— Instructions to follow —
Each line of the material must reappear unchanged in the answer.

— Information shown —
'''

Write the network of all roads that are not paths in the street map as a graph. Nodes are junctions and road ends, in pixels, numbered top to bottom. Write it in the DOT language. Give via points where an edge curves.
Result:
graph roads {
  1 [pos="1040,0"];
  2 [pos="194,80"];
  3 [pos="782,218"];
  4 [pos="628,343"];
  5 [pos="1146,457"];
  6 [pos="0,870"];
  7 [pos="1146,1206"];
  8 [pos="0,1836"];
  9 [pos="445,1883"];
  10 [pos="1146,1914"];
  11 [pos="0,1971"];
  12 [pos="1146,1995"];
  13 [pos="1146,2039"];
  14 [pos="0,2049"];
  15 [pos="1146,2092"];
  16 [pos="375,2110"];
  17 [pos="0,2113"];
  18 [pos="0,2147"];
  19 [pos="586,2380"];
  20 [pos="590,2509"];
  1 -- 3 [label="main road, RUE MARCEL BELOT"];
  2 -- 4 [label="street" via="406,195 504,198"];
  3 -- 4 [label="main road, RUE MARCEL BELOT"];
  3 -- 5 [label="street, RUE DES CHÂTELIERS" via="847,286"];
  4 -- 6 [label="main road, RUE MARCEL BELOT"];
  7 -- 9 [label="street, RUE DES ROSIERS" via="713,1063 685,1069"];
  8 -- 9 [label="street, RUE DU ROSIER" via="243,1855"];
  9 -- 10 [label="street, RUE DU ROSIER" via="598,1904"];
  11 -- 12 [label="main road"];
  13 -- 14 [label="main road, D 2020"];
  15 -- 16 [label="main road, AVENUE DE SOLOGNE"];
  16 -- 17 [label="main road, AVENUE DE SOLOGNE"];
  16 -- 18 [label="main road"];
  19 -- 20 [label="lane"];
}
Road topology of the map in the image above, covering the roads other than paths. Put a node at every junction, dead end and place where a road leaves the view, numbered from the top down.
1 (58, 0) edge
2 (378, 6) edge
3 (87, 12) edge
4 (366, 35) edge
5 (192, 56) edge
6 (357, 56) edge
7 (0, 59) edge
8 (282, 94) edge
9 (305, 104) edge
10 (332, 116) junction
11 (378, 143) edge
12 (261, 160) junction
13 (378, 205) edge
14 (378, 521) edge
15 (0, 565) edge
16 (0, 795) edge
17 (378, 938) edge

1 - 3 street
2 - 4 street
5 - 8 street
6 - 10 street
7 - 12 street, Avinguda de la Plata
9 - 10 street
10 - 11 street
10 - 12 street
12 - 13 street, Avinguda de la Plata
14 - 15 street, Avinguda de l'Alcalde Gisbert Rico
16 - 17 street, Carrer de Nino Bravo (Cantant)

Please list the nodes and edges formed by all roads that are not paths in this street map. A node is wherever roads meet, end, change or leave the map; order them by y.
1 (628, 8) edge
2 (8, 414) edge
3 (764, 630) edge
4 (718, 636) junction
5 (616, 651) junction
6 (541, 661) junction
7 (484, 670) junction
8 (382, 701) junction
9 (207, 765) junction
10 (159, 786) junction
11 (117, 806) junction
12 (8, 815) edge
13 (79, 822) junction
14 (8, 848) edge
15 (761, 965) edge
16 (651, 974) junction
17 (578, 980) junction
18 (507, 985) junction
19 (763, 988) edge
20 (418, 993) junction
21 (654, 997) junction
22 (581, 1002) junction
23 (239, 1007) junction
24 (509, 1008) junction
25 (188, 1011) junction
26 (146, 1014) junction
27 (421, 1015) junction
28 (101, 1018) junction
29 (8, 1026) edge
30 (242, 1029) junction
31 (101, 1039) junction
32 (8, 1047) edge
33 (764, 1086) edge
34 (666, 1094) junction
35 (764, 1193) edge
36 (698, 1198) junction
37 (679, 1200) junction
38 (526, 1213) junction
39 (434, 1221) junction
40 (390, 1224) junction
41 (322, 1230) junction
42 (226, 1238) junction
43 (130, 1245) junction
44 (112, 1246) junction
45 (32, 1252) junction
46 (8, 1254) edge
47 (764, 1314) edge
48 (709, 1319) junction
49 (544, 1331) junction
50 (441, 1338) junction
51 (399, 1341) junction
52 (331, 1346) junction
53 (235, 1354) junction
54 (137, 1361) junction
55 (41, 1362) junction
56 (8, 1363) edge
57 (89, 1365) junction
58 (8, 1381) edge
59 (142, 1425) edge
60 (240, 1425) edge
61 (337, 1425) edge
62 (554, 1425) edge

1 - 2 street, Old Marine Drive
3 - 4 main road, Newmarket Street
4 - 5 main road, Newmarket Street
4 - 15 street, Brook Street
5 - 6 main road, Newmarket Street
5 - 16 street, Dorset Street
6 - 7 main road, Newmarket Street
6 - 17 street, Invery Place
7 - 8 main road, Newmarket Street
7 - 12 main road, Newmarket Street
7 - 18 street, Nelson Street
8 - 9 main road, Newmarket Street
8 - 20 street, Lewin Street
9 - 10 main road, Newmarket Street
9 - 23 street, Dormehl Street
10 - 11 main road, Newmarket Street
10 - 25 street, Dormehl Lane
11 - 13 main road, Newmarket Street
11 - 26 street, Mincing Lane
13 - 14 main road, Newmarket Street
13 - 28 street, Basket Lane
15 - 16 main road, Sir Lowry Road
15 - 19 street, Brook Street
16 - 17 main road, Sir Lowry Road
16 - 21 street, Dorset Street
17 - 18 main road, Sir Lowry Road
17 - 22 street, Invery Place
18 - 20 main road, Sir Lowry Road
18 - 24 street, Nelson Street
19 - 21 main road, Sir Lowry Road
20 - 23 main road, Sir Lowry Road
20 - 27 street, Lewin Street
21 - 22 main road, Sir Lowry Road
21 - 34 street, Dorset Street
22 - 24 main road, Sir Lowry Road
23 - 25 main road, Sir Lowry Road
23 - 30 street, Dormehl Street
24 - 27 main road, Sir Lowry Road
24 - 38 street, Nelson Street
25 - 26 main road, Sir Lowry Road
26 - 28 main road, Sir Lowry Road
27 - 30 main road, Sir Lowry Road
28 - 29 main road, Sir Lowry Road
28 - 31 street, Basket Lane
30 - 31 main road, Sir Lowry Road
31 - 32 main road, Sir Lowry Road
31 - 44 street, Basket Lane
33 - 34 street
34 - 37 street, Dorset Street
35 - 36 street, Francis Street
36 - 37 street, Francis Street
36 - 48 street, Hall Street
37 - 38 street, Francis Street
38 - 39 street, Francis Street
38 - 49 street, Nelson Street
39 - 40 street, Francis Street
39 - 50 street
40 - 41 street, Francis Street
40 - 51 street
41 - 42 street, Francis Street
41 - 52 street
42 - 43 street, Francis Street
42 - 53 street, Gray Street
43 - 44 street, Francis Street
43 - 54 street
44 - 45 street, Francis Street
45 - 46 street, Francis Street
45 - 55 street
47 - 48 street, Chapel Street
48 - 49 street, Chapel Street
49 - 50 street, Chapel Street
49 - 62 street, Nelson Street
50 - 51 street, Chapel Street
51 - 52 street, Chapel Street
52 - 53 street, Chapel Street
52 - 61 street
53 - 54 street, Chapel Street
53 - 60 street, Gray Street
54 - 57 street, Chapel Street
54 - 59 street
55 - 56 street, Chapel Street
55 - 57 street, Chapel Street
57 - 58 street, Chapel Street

'''

— Result for this task —
Write the network of all roads that are not paths in the street map as a graph. Nodes are junctions and road ends, in pixels, numbered top to bottom. Write it in the DOT language. Give via points where an edge curves.
Result:
graph roads {
  1 [pos="1040,0"];
  2 [pos="194,80"];
  3 [pos="782,218"];
  4 [pos="628,343"];
  5 [pos="1146,457"];
  6 [pos="0,870"];
  7 [pos="1146,1206"];
  8 [pos="0,1836"];
  9 [pos="445,1883"];
  10 [pos="1146,1914"];
  11 [pos="0,1971"];
  12 [pos="1146,1995"];
  13 [pos="1146,2039"];
  14 [pos="0,2049"];
  15 [pos="1146,2092"];
  16 [pos="375,2110"];
  17 [pos="0,2113"];
  18 [pos="0,2147"];
  19 [pos="586,2380"];
  20 [pos="590,2509"];
  1 -- 3 [label="main road, RUE MARCEL BELOT"];
  2 -- 4 [label="street" via="406,195 504,198"];
  3 -- 4 [label="main road, RUE MARCEL BELOT"];
  3 -- 5 [label="street, RUE DES CHÂTELIERS" via="847,286"];
  4 -- 6 [label="main road, RUE MARCEL BELOT"];
  7 -- 9 [label="street, RUE DES ROSIERS" via="713,1063 685,1069"];
  8 -- 9 [label="street, RUE DU ROSIER" via="243,1855"];
  9 -- 10 [label="street, RUE DU ROSIER" via="598,1904"];
  11 -- 12 [label="main road"];
  13 -- 14 [label="main road, D 2020"];
  15 -- 16 [label="main road, AVENUE DE SOLOGNE"];
  16 -- 17 [label="main road, AVENUE DE SOLOGNE"];
  16 -- 18 [label="main road"];
  19 -- 20 [label="lane"];
}
Road topology of the map in the image above, covering the roads other than paths. Put a node at every junction, dead end and place where a road leaves the view, numbered from the top down.
1 (58, 0) edge
2 (378, 6) edge
3 (87, 12) edge
4 (366, 35) edge
5 (192, 56) edge
6 (357, 56) edge
7 (0, 59) edge
8 (282, 94) edge
9 (305, 104) edge
10 (332, 116) junction
11 (378, 143) edge
12 (261, 160) junction
13 (378, 205) edge
14 (378, 521) edge
15 (0, 565) edge
16 (0, 795) edge
17 (378, 938) edge

1 - 3 street
2 - 4 street
5 - 8 street
6 - 10 street
7 - 12 street, Avinguda de la Plata
9 - 10 street
10 - 11 street
10 - 12 street
12 - 13 street, Avinguda de la Plata
14 - 15 street, Avinguda de l'Alcalde Gisbert Rico
16 - 17 street, Carrer de Nino Bravo (Cantant)

Please list the nodes and edges formed by all roads that are not paths in this street map. A node is wherever roads meet, end, change or leave the map; order them by y.
1 (628, 8) edge
2 (8, 414) edge
3 (764, 630) edge
4 (718, 636) junction
5 (616, 651) junction
6 (541, 661) junction
7 (484, 670) junction
8 (382, 701) junction
9 (207, 765) junction
10 (159, 786) junction
11 (117, 806) junction
12 (8, 815) edge
13 (79, 822) junction
14 (8, 848) edge
15 (761, 965) edge
16 (651, 974) junction
17 (578, 980) junction
18 (507, 985) junction
19 (763, 988) edge
20 (418, 993) junction
21 (654, 997) junction
22 (581, 1002) junction
23 (239, 1007) junction
24 (509, 1008) junction
25 (188, 1011) junction
26 (146, 1014) junction
27 (421, 1015) junction
28 (101, 1018) junction
29 (8, 1026) edge
30 (242, 1029) junction
31 (101, 1039) junction
32 (8, 1047) edge
33 (764, 1086) edge
34 (666, 1094) junction
35 (764, 1193) edge
36 (698, 1198) junction
37 (679, 1200) junction
38 (526, 1213) junction
39 (434, 1221) junction
40 (390, 1224) junction
41 (322, 1230) junction
42 (226, 1238) junction
43 (130, 1245) junction
44 (112, 1246) junction
45 (32, 1252) junction
46 (8, 1254) edge
47 (764, 1314) edge
48 (709, 1319) junction
49 (544, 1331) junction
50 (441, 1338) junction
51 (399, 1341) junction
52 (331, 1346) junction
53 (235, 1354) junction
54 (137, 1361) junction
55 (41, 1362) junction
56 (8, 1363) edge
57 (89, 1365) junction
58 (8, 1381) edge
59 (142, 1425) edge
60 (240, 1425) edge
61 (337, 1425) edge
62 (554, 1425) edge

1 - 2 street, Old Marine Drive
3 - 4 main road, Newmarket Street
4 - 5 main road, Newmarket Street
4 - 15 street, Brook Street
5 - 6 main road, Newmarket Street
5 - 16 street, Dorset Street
6 - 7 main road, Newmarket Street
6 - 17 street, Invery Place
7 - 8 main road, Newmarket Street
7 - 12 main road, Newmarket Street
7 - 18 street, Nelson Street
8 - 9 main road, Newmarket Street
8 - 20 street, Lewin Street
9 - 10 main road, Newmarket Street
9 - 23 street, Dormehl Street
10 - 11 main road, Newmarket Street
10 - 25 street, Dormehl Lane
11 - 13 main road, Newmarket Street
11 - 26 street, Mincing Lane
13 - 14 main road, Newmarket Street
13 - 28 street, Basket Lane
15 - 16 main road, Sir Lowry Road
15 - 19 street, Brook Street
16 - 17 main road, Sir Lowry Road
16 - 21 street, Dorset Street
17 - 18 main road, Sir Lowry Road
17 - 22 street, Invery Place
18 - 20 main road, Sir Lowry Road
18 - 24 street, Nelson Street
19 - 21 main road, Sir Lowry Road
20 - 23 main road, Sir Lowry Road
20 - 27 street, Lewin Street
21 - 22 main road, Sir Lowry Road
21 - 34 street, Dorset Street
22 - 24 main road, Sir Lowry Road
23 - 25 main road, Sir Lowry Road
23 - 30 street, Dormehl Street
24 - 27 main road, Sir Lowry Road
24 - 38 street, Nelson Street
25 - 26 main road, Sir Lowry Road
26 - 28 main road, Sir Lowry Road
27 - 30 main road, Sir Lowry Road
28 - 29 main road, Sir Lowry Road
28 - 31 street, Basket Lane
30 - 31 main road, Sir Lowry Road
31 - 32 main road, Sir Lowry Road
31 - 44 street, Basket Lane
33 - 34 street
34 - 37 street, Dorset Street
35 - 36 street, Francis Street
36 - 37 street, Francis Street
36 - 48 street, Hall Street
37 - 38 street, Francis Street
38 - 39 street, Francis Street
38 - 49 street, Nelson Street
39 - 40 street, Francis Street
39 - 50 street
40 - 41 street, Francis Street
40 - 51 street
41 - 42 street, Francis Street
41 - 52 street
42 - 43 street, Francis Street
42 - 53 street, Gray Street
43 - 44 street, Francis Street
43 - 54 street
44 - 45 street, Francis Street
45 - 46 street, Francis Street
45 - 55 street
47 - 48 street, Chapel Street
48 - 49 street, Chapel Street
49 - 50 street, Chapel Street
49 - 62 street, Nelson Street
50 - 51 street, Chapel Street
51 - 52 street, Chapel Street
52 - 53 street, Chapel Street
52 - 61 street
53 - 54 street, Chapel Street
53 - 60 street, Gray Street
54 - 57 street, Chapel Street
54 - 59 street
55 - 56 street, Chapel Street
55 - 57 street, Chapel Street
57 - 58 street, Chapel Street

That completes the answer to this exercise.